[ENTRIES SHOWN Boundary: Start]

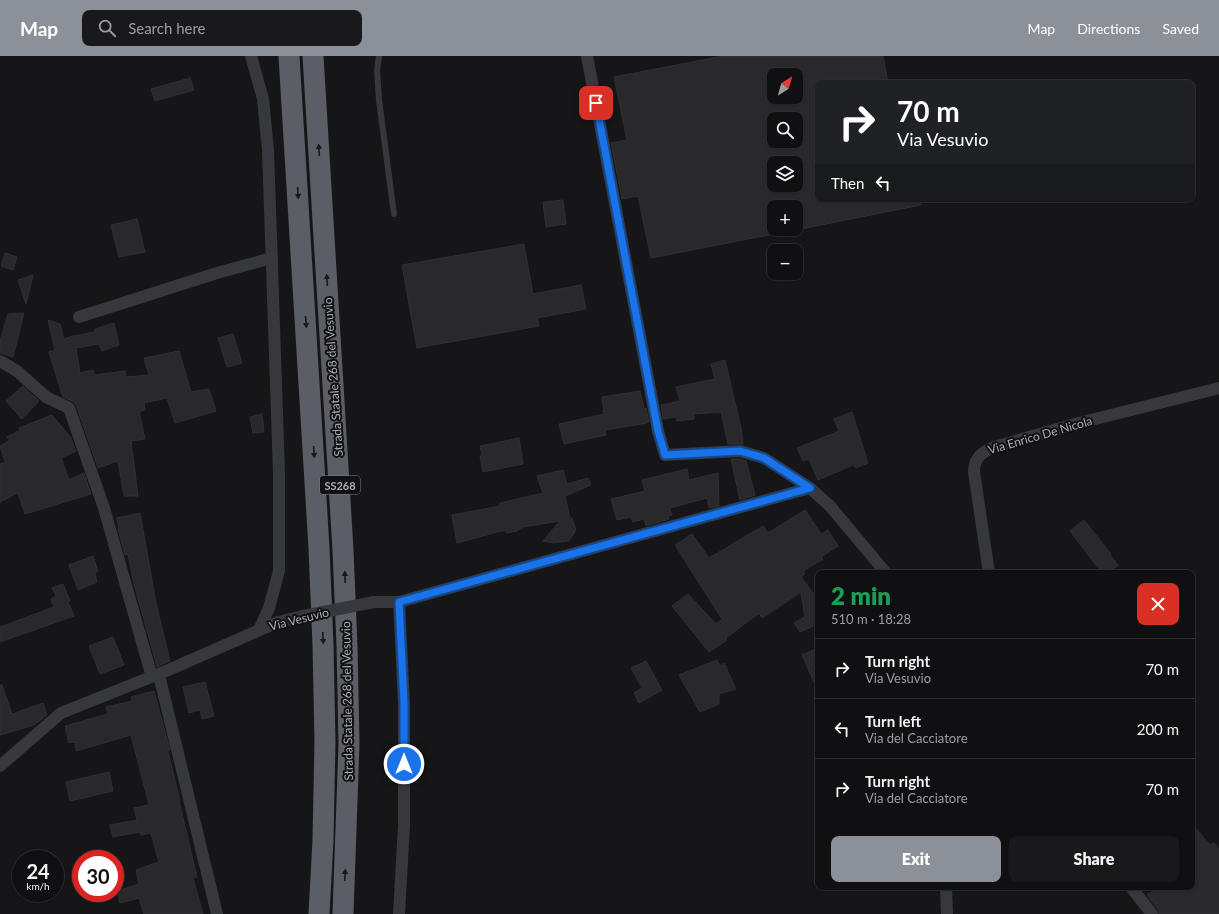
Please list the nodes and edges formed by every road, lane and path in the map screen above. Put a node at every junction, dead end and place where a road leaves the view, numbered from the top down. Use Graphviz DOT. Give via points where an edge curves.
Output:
graph roads {
  1 [pos="251,56"];
  2 [pos="282,56"];
  3 [pos="289,56"];
  4 [pos="313,56"];
  5 [pos="379,56"];
  6 [pos="587,56"];
  7 [pos="291,92"];
  8 [pos="394,214"];
  9 [pos="272,258"];
  10 [pos="79,317"];
  11 [pos="0,360"];
  12 [pos="1219,388"];
  13 [pos="810,488"];
  14 [pos="883,570"];
  15 [pos="989,570"];
  16 [pos="399,602"];
  17 [pos="259,630"];
  18 [pos="155,676"];
  19 [pos="0,766"];
  20 [pos="946,890"];
  21 [pos="1133,890"];
  22 [pos="217,914"];
  23 [pos="319,914"];
  24 [pos="343,914"];
  25 [pos="399,914"];
  26 [pos="947,914"];
  27 [pos="1152,914"];
  1 -- 9 [label="street" via="263,99 268,143"];
  2 -- 7 [label="lane"];
  3 -- 7 [label="highway, Strada Statale 268 del Vesuvio / SS268"];
  24 -- 4 [label="highway, Strada Statale 268 del Vesuvio / SS268, one-way" via="349,752 347,646 342,519"];
  5 -- 8 [label="lane" via="379,100"];
  6 -- 13 [label="street" via="658,431 665,455 740,451 764,458"];
  7 -- 23 [label="highway, Strada Statale 268 del Vesuvio / SS268, one-way" via="324,645 323,840"];
  9 -- 10 [label="street"];
  9 -- 17 [label="street" via="279,473 279,571 269,608"];
  11 -- 18 [label="street" via="17,371 46,397 69,408 104,508"];
  12 -- 15 [label="street, Via Enrico De Nicola" via="1075,424 983,452 974,463 974,472"];
  13 -- 14 [label="street" via="830,506"];
  13 -- 16 [label="street, Via Vesuvio"];
  16 -- 17 [label="street, Via Vesuvio, bridge" via="374,602 303,616"];
  16 -- 25 [label="street" via="404,703 404,825"];
  17 -- 18 [label="street, Via Vesuvio"];
  18 -- 19 [label="street, Via Vesuvio" via="61,713"];
  18 -- 22 [label="street"];
  20 -- 26 [label="street"];
  21 -- 27 [label="street"];
}
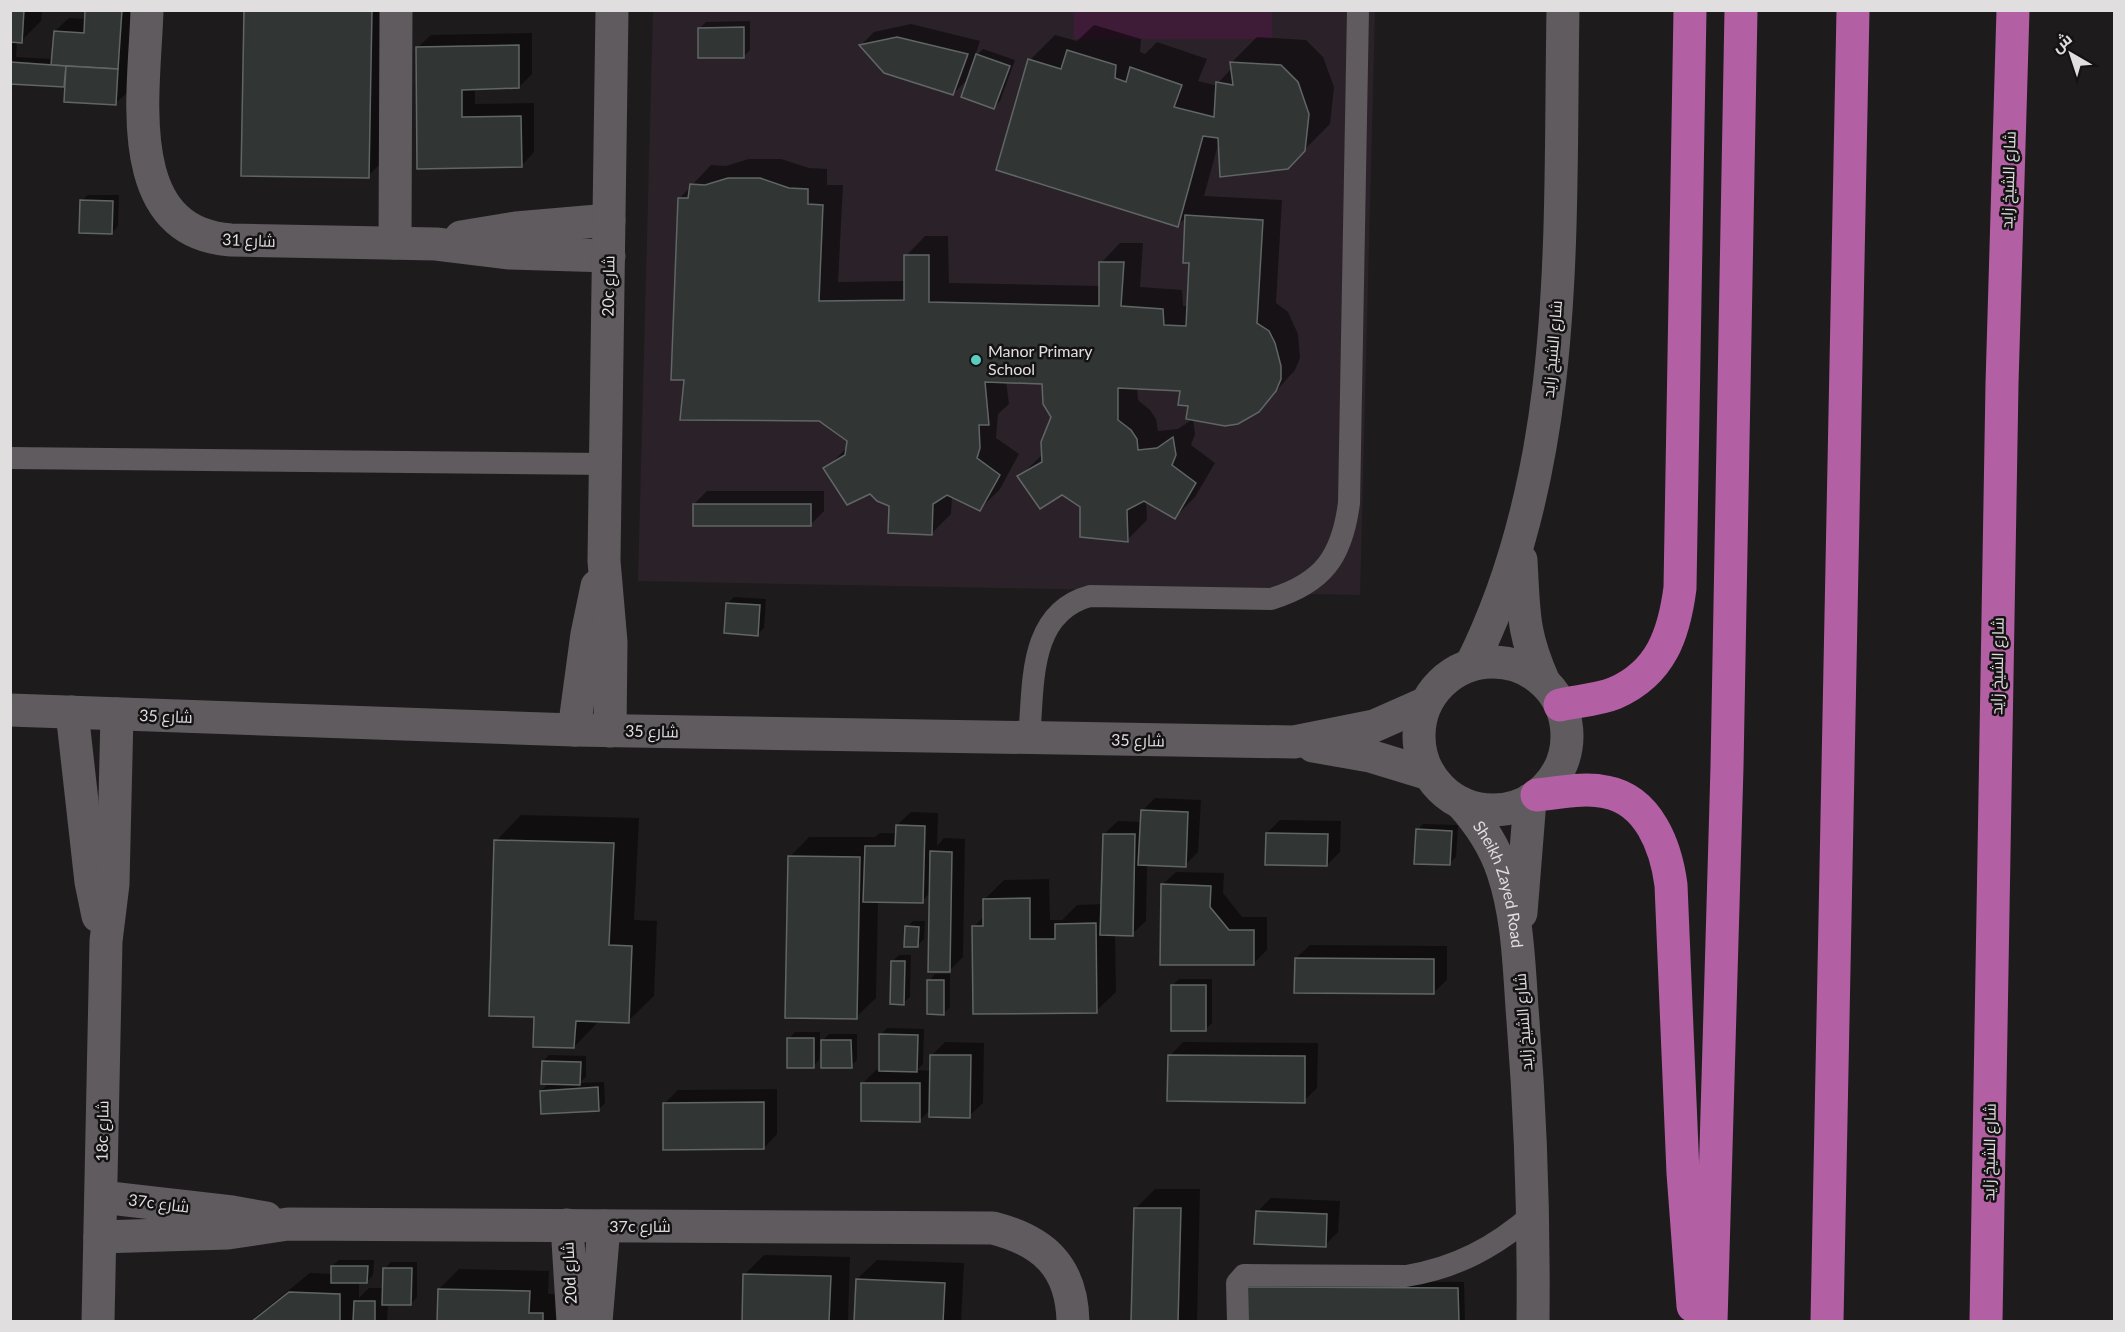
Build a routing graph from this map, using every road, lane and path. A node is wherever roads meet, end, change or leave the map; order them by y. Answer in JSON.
{"nodes":[{"id":1,"x":147,"y":10,"type":"edge"},
{"id":2,"x":396,"y":10,"type":"edge"},
{"id":3,"x":612,"y":10,"type":"edge"},
{"id":4,"x":1358,"y":10,"type":"edge"},
{"id":5,"x":1563,"y":10,"type":"edge"},
{"id":6,"x":1690,"y":10,"type":"edge"},
{"id":7,"x":1741,"y":10,"type":"edge"},
{"id":8,"x":1853,"y":10,"type":"edge"},
{"id":9,"x":2013,"y":10,"type":"edge"},
{"id":10,"x":609,"y":220,"type":"junction"},
{"id":11,"x":395,"y":243,"type":"junction"},
{"id":12,"x":436,"y":244,"type":"junction"},
{"id":13,"x":609,"y":256,"type":"junction"},
{"id":14,"x":10,"y":458,"type":"edge"},
{"id":15,"x":606,"y":464,"type":"junction"},
{"id":16,"x":1520,"y":540,"type":"junction"},
{"id":17,"x":604,"y":561,"type":"junction"},
{"id":18,"x":1471,"y":665,"type":"junction"},
{"id":19,"x":1552,"y":693,"type":"junction"},
{"id":20,"x":1426,"y":703,"type":"junction"},
{"id":21,"x":10,"y":710,"type":"edge"},
{"id":22,"x":72,"y":712,"type":"junction"},
{"id":23,"x":117,"y":714,"type":"junction"},
{"id":24,"x":574,"y":730,"type":"junction"},
{"id":25,"x":610,"y":731,"type":"junction"},
{"id":26,"x":1029,"y":739,"type":"junction"},
{"id":27,"x":1294,"y":742,"type":"junction"},
{"id":28,"x":1429,"y":774,"type":"junction"},
{"id":29,"x":1534,"y":798,"type":"junction"},
{"id":30,"x":1461,"y":803,"type":"junction"},
{"id":31,"x":1517,"y":939,"type":"junction"},
{"id":32,"x":106,"y":941,"type":"junction"},
{"id":33,"x":101,"y":1197,"type":"junction"},
{"id":34,"x":1533,"y":1214,"type":"junction"},
{"id":35,"x":288,"y":1224,"type":"junction"},
{"id":36,"x":567,"y":1225,"type":"junction"},
{"id":37,"x":604,"y":1226,"type":"junction"},
{"id":38,"x":100,"y":1237,"type":"junction"},
{"id":39,"x":98,"y":1322,"type":"edge"},
{"id":40,"x":573,"y":1322,"type":"edge"},
{"id":41,"x":596,"y":1322,"type":"edge"},
{"id":42,"x":1073,"y":1322,"type":"edge"},
{"id":43,"x":1238,"y":1322,"type":"edge"},
{"id":44,"x":1533,"y":1322,"type":"edge"},
{"id":45,"x":1695,"y":1322,"type":"edge"},
{"id":46,"x":1711,"y":1322,"type":"edge"},
{"id":47,"x":1827,"y":1322,"type":"edge"},
{"id":48,"x":1986,"y":1322,"type":"edge"}],
"edges":[{"from":1,"to":11,"type":"street","name":"شارع 31"},
{"from":2,"to":11,"type":"street"},
{"from":3,"to":10,"type":"street","name":"20c شارع"},
{"from":4,"to":26,"type":"lane"},
{"from":5,"to":16,"type":"street","name":"شارع الشيخ زايد"},
{"from":6,"to":19,"type":"highway"},
{"from":7,"to":46,"type":"highway"},
{"from":8,"to":47,"type":"highway"},
{"from":9,"to":48,"type":"highway","name":"شارع الشيخ زايد"},
{"from":10,"to":12,"type":"street","name":"شارع 31"},
{"from":10,"to":13,"type":"street","name":"20c شارع"},
{"from":11,"to":12,"type":"street","name":"شارع 31"},
{"from":12,"to":13,"type":"street","name":"شارع 31"},
{"from":13,"to":15,"type":"street","name":"20c شارع"},
{"from":14,"to":15,"type":"lane"},
{"from":15,"to":17,"type":"street","name":"20c شارع"},
{"from":16,"to":18,"type":"street"},
{"from":16,"to":19,"type":"street"},
{"from":17,"to":24,"type":"street","name":"20c شارع"},
{"from":17,"to":25,"type":"street","name":"20c شارع"},
{"from":18,"to":19,"type":"street"},
{"from":18,"to":20,"type":"street"},
{"from":19,"to":29,"type":"street"},
{"from":20,"to":27,"type":"street","name":"شارع 35"},
{"from":20,"to":28,"type":"street"},
{"from":21,"to":22,"type":"street","name":"شارع 35"},
{"from":22,"to":23,"type":"street","name":"شارع 35"},
{"from":22,"to":32,"type":"street","name":"18c شارع"},
{"from":23,"to":24,"type":"street","name":"شارع 35"},
{"from":23,"to":32,"type":"street","name":"18c شارع"},
{"from":24,"to":25,"type":"street","name":"شارع 35"},
{"from":25,"to":26,"type":"street","name":"شارع 35"},
{"from":26,"to":27,"type":"street","name":"شارع 35"},
{"from":27,"to":28,"type":"street","name":"شارع 35"},
{"from":28,"to":30,"type":"street"},
{"from":29,"to":30,"type":"street"},
{"from":29,"to":31,"type":"street","name":"Sheikh Zayed Road"},
{"from":29,"to":45,"type":"highway"},
{"from":30,"to":31,"type":"street","name":"Sheikh Zayed Road"},
{"from":31,"to":34,"type":"street","name":"شارع الشيخ زايد"},
{"from":32,"to":33,"type":"street","name":"18c شارع"},
{"from":33,"to":35,"type":"street","name":"37c شارع"},
{"from":33,"to":38,"type":"street","name":"18c شارع"},
{"from":34,"to":43,"type":"lane"},
{"from":34,"to":44,"type":"street","name":"شارع الشيخ زايد"},
{"from":35,"to":36,"type":"street","name":"37c شارع"},
{"from":35,"to":38,"type":"street","name":"37c شارع"},
{"from":36,"to":37,"type":"street","name":"37c شارع"},
{"from":36,"to":40,"type":"street","name":"20d شارع"},
{"from":37,"to":41,"type":"street","name":"20d شارع"},
{"from":37,"to":42,"type":"street","name":"37c شارع"},
{"from":38,"to":39,"type":"street","name":"18c شارع"}]}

[ENTRIES SHOWN Boundary: End]

The answer must consist of every line above that contains the word "Strada".

**EXERCISE ANSWER**
  3 -- 7 [label="highway, Strada Statale 268 del Vesuvio / SS268"];
  24 -- 4 [label="highway, Strada Statale 268 del Vesuvio / SS268, one-way" via="349,752 347,646 342,519"];
  7 -- 23 [label="highway, Strada Statale 268 del Vesuvio / SS268, one-way" via="324,645 323,840"];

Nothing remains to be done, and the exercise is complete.